Gainesville City Council members made their opinions clear in a letter to the Hall County Board of Commissioners, putting down any suggestions about consolidation.

"While we sympathize with your situation and appreciate your admiration of the city and the high level of service we provide, the city has no intent of pursuing such an arrangement," states the letter, which is signed by all five council members.

Council members, who said a few commissioners began talking about the idea to city staff, aren't calling out names.

"Several of us have heard of the desire of some commissioners to merge certain city and county services as a means to help the county, among other things, balance the county budget," the letter states.

Chairman Tom Oliver said Thursday he hasn't been part of a consolidation discussion in years.

"Maybe some of the individual commissioners have talked about it, but that's the city's decision to pursue consolidating services," he said. "In Georgia, cities are a creature of the legislature, whereas counties are created under the Constitution. If the city decides not to provide certain services, then under the Constitution, we would have to provide."

Council members have also emphasized their opinions to the commissioners in person.

"In trying to keep the peace, we verbally told one or two of them that we weren't interested in consolidations right now," Mayor Pro Tem Danny Dunagan said. "We've consolidated multiple departments within ourselves and reduced our own work force by 10 percent."

Council members remember the outcome of a merger in 2005 and 2006 when the two governments shared management in their human resources, building inspections and planning departments. When the agreement dissolved, the city spent nearly $1 million to purchase equipment and assume operating costs.

"In the past, we've had memorandums of understanding about the providing of certain governmental services, and that functioned well with no duplicate effort in the various programs," council member Bob Hamrick said. "But we would be proceeding along and then the county would come in and say they no longer wanted to have merged services, so we would discontinue the merger."

Hamrick still believes some type of merger could be positive in the future.

"I think it would behoove us to look at some services that we could have a memorandum of understanding about," he said. "One of the things that has been discussed for a long period of time has been Parks and Recreation, which could be possible."

Council members aren't opposed to saving dollars, Dunagan emphasized.

"If it will save taxpayer money and provide the same services being provided now, we're more than willing," he said.
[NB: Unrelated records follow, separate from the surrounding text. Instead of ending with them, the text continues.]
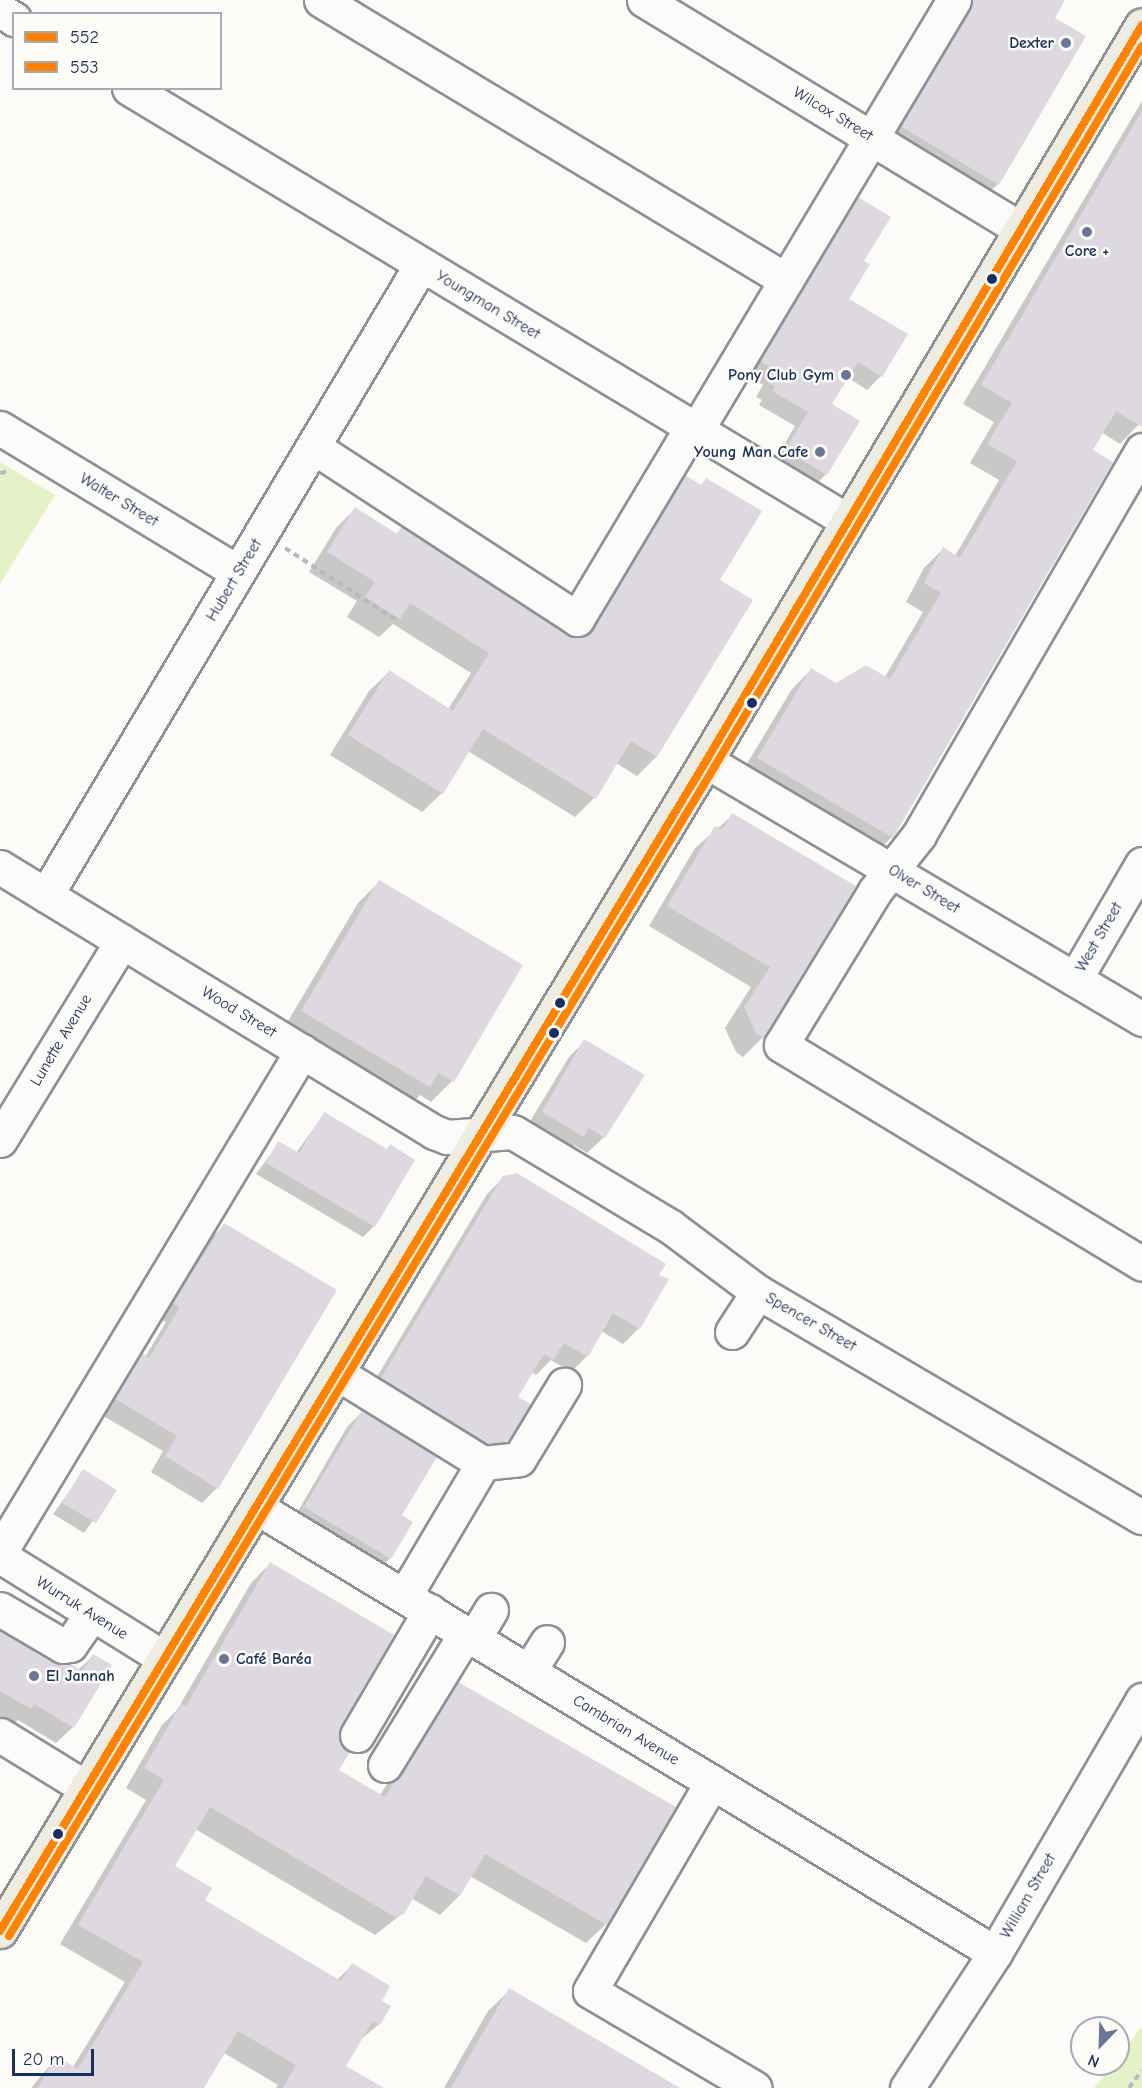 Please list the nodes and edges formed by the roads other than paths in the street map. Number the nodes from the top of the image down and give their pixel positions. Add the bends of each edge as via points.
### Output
1 (321, 0) edge
2 (644, 0) edge
3 (954, 0) edge
4 (1142, 25) edge
5 (132, 90) edge
6 (871, 137) junction
7 (1021, 229) junction
8 (421, 265) junction
9 (786, 280) junction
10 (0, 428) edge
11 (694, 428) junction
12 (315, 448) junction
13 (1142, 450) edge
14 (848, 521) junction
15 (238, 572) junction
16 (706, 761) junction
17 (1142, 864) edge
18 (0, 867) edge
19 (890, 869) junction
20 (46, 895) junction
21 (122, 941) junction
22 (1075, 979) junction
23 (1142, 1018) edge
24 (302, 1051) junction
25 (482, 1132) junction
26 (0, 1140) edge
27 (1142, 1264) edge
28 (758, 1292) junction
29 (732, 1332) dead end
30 (338, 1373) junction
31 (564, 1385) dead end
32 (483, 1463) junction
33 (256, 1507) junction
34 (1142, 1517) edge
35 (0, 1552) edge
36 (0, 1556) edge
37 (417, 1603) junction
38 (0, 1609) edge
39 (491, 1610) dead end
40 (91, 1615) junction
41 (470, 1635) junction
42 (547, 1642) dead end
43 (164, 1658) junction
44 (530, 1671) junction
45 (1142, 1700) edge
46 (0, 1735) edge
47 (357, 1735) dead end
48 (385, 1765) dead end
49 (712, 1782) junction
50 (86, 1788) junction
51 (0, 1931) edge
52 (995, 1953) junction
53 (754, 2088) edge
54 (907, 2088) edge

1 - 9 street
2 - 6 street, Wilcox Street
3 - 6 street
4 - 7 main road
5 - 8 street, Youngman Street
6 - 7 street, Wilcox Street
6 - 9 street
7 - 14 main road
8 - 11 street, Youngman Street
8 - 12 street, Hubert Street
9 - 11 street
10 - 15 street, Walter Street
11 - 12 street via 578,619
11 - 14 street, Youngman Street
12 - 15 street, Hubert Street
13 - 19 street via 919,835
14 - 16 main road
15 - 20 street, Hubert Street
16 - 19 street, Olver Street
16 - 25 main road
17 - 22 street, West Street
18 - 20 street, Wood Street
19 - 22 street, Olver Street
19 - 27 street via 781,1045
20 - 21 street, Wood Street
21 - 24 street, Wood Street
21 - 26 street, Lunette Avenue
22 - 23 street, Olver Street
24 - 25 street, Wood Street via 434,1132 447,1137
24 - 35 street
25 - 28 street, Spencer Street via 513,1132 671,1227
25 - 30 main road
28 - 29 street
28 - 34 street, Spencer Street
30 - 32 street
30 - 33 main road
31 - 32 street via 519,1459
32 - 37 street
33 - 37 street, Cambrian Avenue
33 - 43 main road
36 - 40 street, Wurruk Avenue
37 - 41 street, Cambrian Avenue
37 - 47 street
38 - 40 street via 63,1647 70,1645
39 - 41 street
40 - 43 street, Wurruk Avenue
41 - 44 street, Cambrian Avenue
41 - 48 street
42 - 44 street
43 - 50 main road
44 - 49 street, Cambrian Avenue
45 - 52 street, William Street
46 - 50 street
49 - 52 street, Cambrian Avenue
49 - 53 street via 590,1991
50 - 51 main road
52 - 54 street, William Street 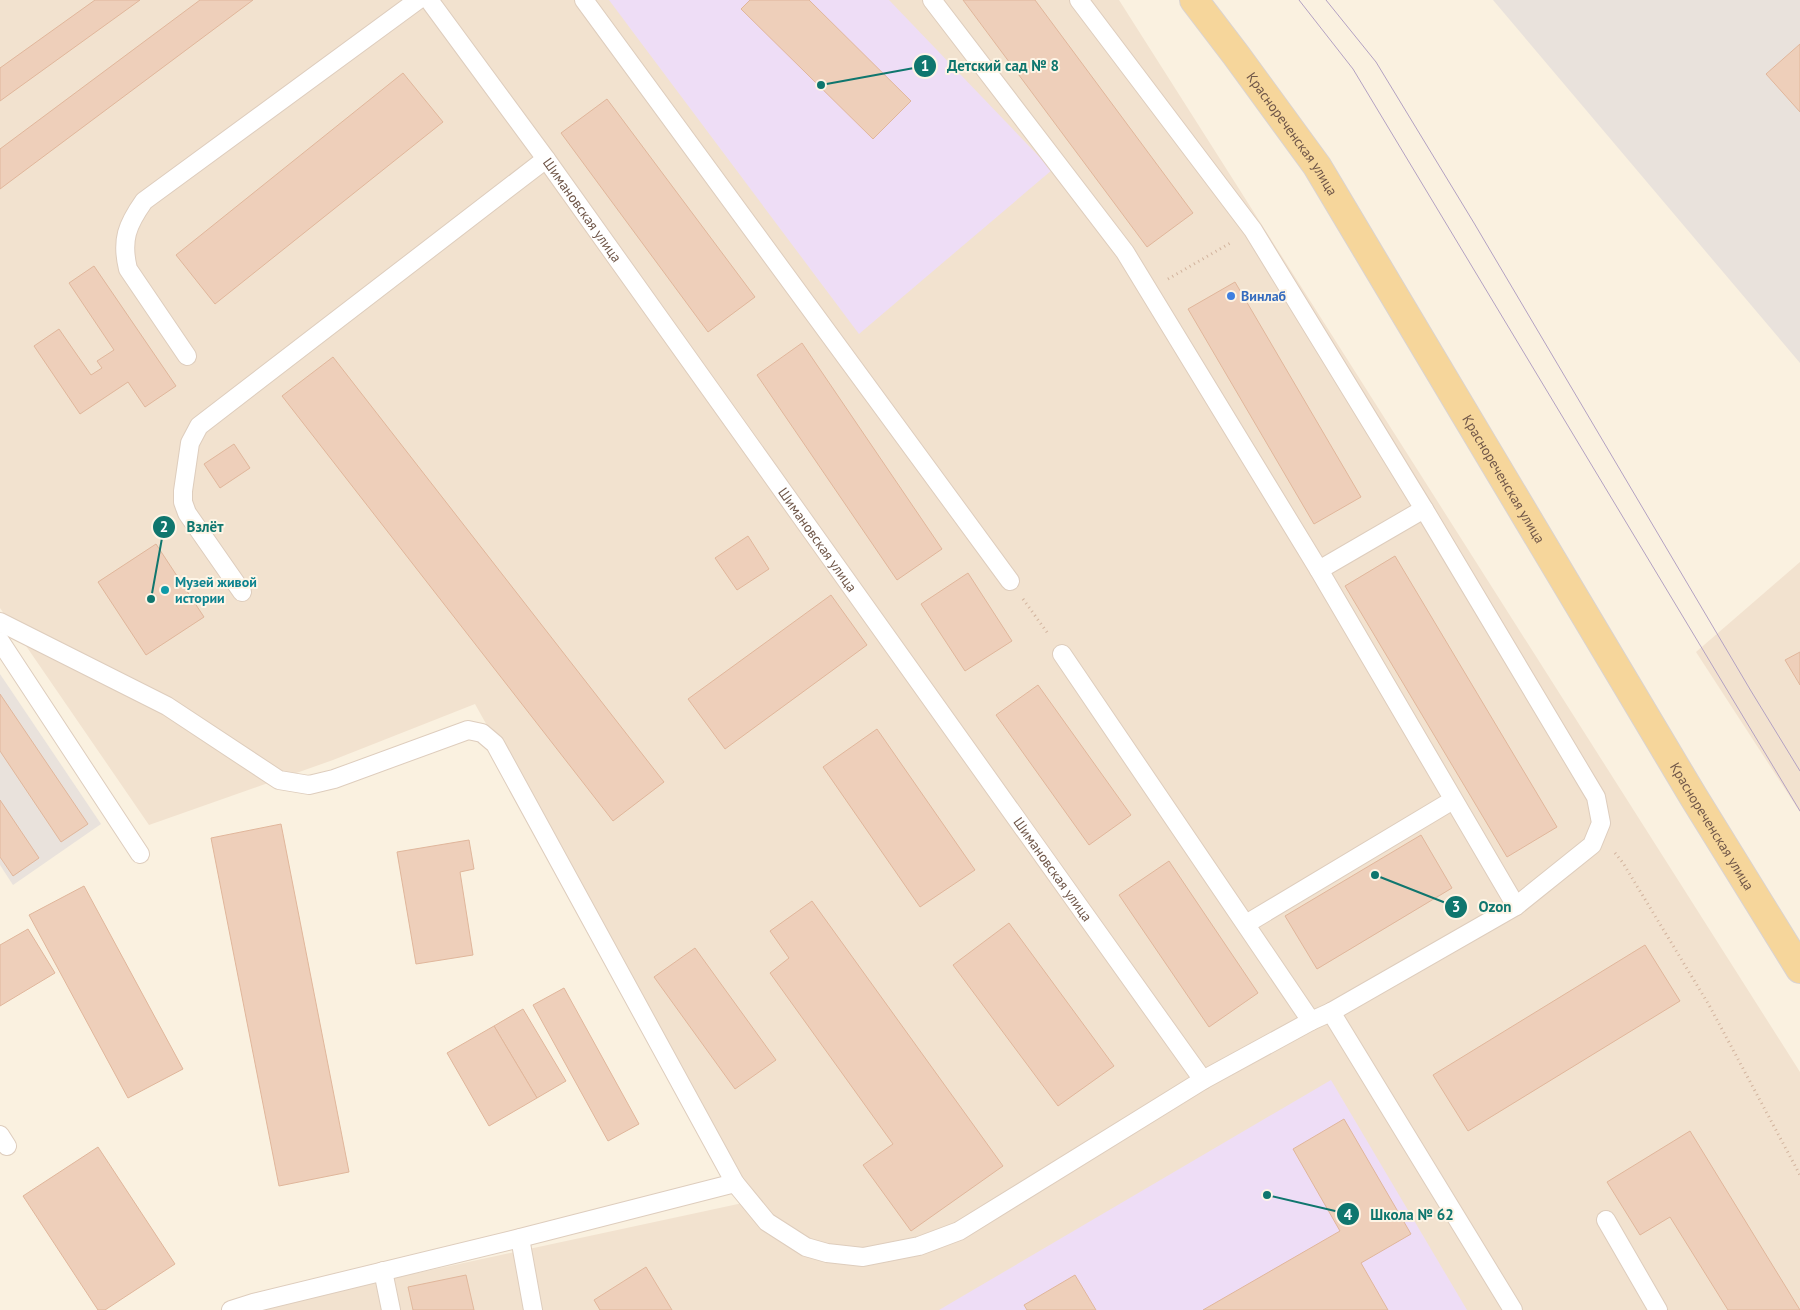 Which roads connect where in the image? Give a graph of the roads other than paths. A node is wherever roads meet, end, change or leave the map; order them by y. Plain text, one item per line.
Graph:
1 (418, 0) edge
2 (429, 0) edge
3 (584, 0) edge
4 (932, 0) edge
5 (1079, 0) edge
6 (1194, 0) edge
7 (546, 159) junction
8 (187, 356) dead end
9 (1424, 510) junction
10 (1319, 570) junction
11 (1010, 581) road end
12 (242, 592) dead end
13 (0, 622) edge
14 (0, 641) edge
15 (1062, 654) road end
16 (1453, 800) junction
17 (140, 854) dead end
18 (1516, 906) junction
19 (1246, 924) junction
20 (1800, 969) edge
21 (1331, 1012) junction
22 (1311, 1021) junction
23 (1203, 1080) junction
24 (735, 1183) junction
25 (1606, 1220) dead end
26 (520, 1238) junction
27 (383, 1271) junction
28 (232, 1310) edge
29 (391, 1310) edge
30 (533, 1310) edge
31 (1513, 1310) edge
32 (1658, 1310) edge

1 - 8 lane
2 - 7 lane, Шимановская улица
3 - 11 lane
4 - 10 lane
5 - 9 lane
6 - 20 main road, Краснореченская улица
7 - 12 lane
7 - 23 lane, Шимановская улица
9 - 10 lane
9 - 18 lane
10 - 16 lane
13 - 24 lane
14 - 17 lane
15 - 19 lane
16 - 18 lane
16 - 19 lane
18 - 21 lane
19 - 22 lane
21 - 22 lane
21 - 31 lane
22 - 23 lane
23 - 24 lane
24 - 26 lane
25 - 32 lane
26 - 27 lane
26 - 30 lane
27 - 28 lane
27 - 29 lane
But council members agree that time will come after the county sees a better budget year.

"To suggest that we consider diluting the services we provide and possibly jeopardize our financial soundness because the county is having budget difficulties is not acceptable," the letter states.

"We have confidence that the board of commissioners will be able to make the hard decisions all entities, including Gainesville, have made."

Any future talks will not include complete consolidation, Hamrick added.

"Some places have special conditions, such as Athens-Clarke County with the university system that makes up so much of that area and Columbus-Muscogee County with Fort Benning that occupies so much territory," he said. "Those make sense, but it's not the answer in every instance."

Council members are standing behind a consolidation study conducted a few years ago by the University of Georgia's Carl Vinson Institute of Government, which said the two governments shouldn't combine.

"We would further encourage you not to make consolidation of services a political issue," council members included in the letter. "It fosters unrest and distrust among your employees, who have already suffered loss in retirement benefits and continued furloughs. It also does not serve the citizenry, who expect the business of the county to carry on."

At the conclusion of the letter, council members said they "consider this matter closed."

"With the way the county is operating, we don't see it happening," Dunagan said. "The letter essentially says, ‘We're doing fine. Leave us alone.'"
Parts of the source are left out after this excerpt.